Word for word, copy all the data and drop the pictures.
-- PROVIDED DATA follows --
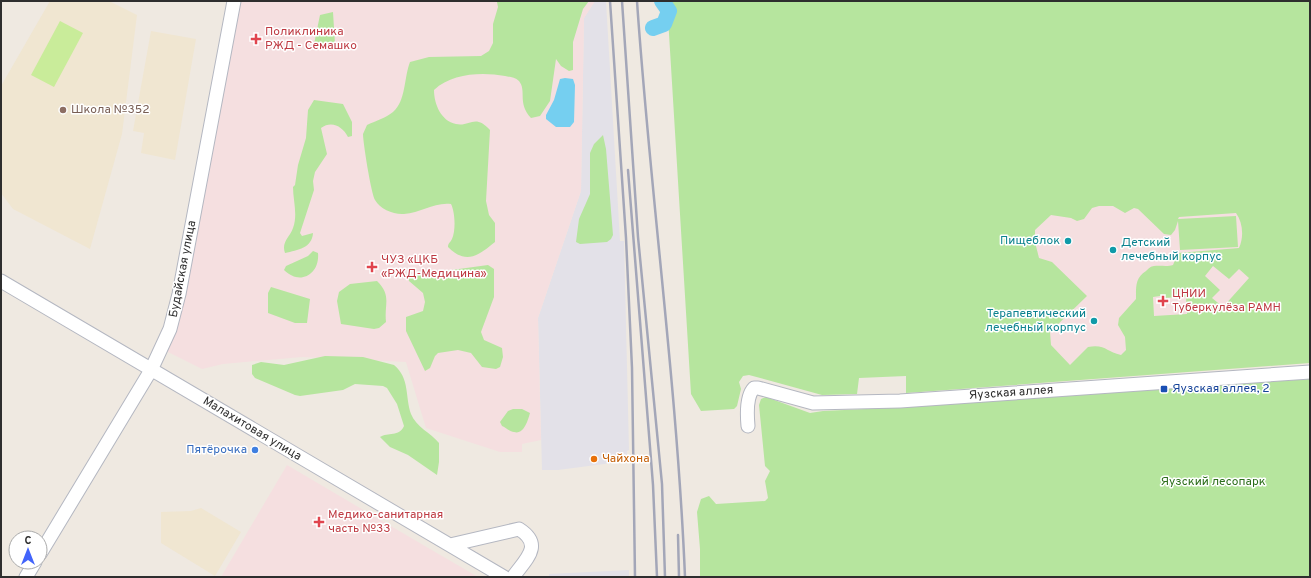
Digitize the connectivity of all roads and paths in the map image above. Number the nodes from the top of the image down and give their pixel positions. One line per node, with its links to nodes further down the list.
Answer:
1 (234, 1): 3 (street, Будайская улица)
2 (1, 281): 3 (street, Малахитовая улица)
3 (151, 370): 6 (street, Будайская улица); 7 (street, Малахитовая улица)
4 (1310, 372): 5 (street, Яузская аллея)
5 (748, 426)
6 (48, 541)
7 (450, 545): 8 (street, Малахитовая улица); 9 (street)
8 (504, 577)
9 (513, 577)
-- PROVIDED DATA concluded --
OUTPUT OF THE EXERCISE =
Digitize the connectivity of all roads and paths in the map image above. Number the nodes from the top of the image down and give their pixel positions. One line per node, with its links to nodes further down the list.
Answer:
1 (234, 1): 3 (street, Будайская улица)
2 (1, 281): 3 (street, Малахитовая улица)
3 (151, 370): 6 (street, Будайская улица); 7 (street, Малахитовая улица)
4 (1310, 372): 5 (street, Яузская аллея)
5 (748, 426)
6 (48, 541)
7 (450, 545): 8 (street, Малахитовая улица); 9 (street)
8 (504, 577)
9 (513, 577)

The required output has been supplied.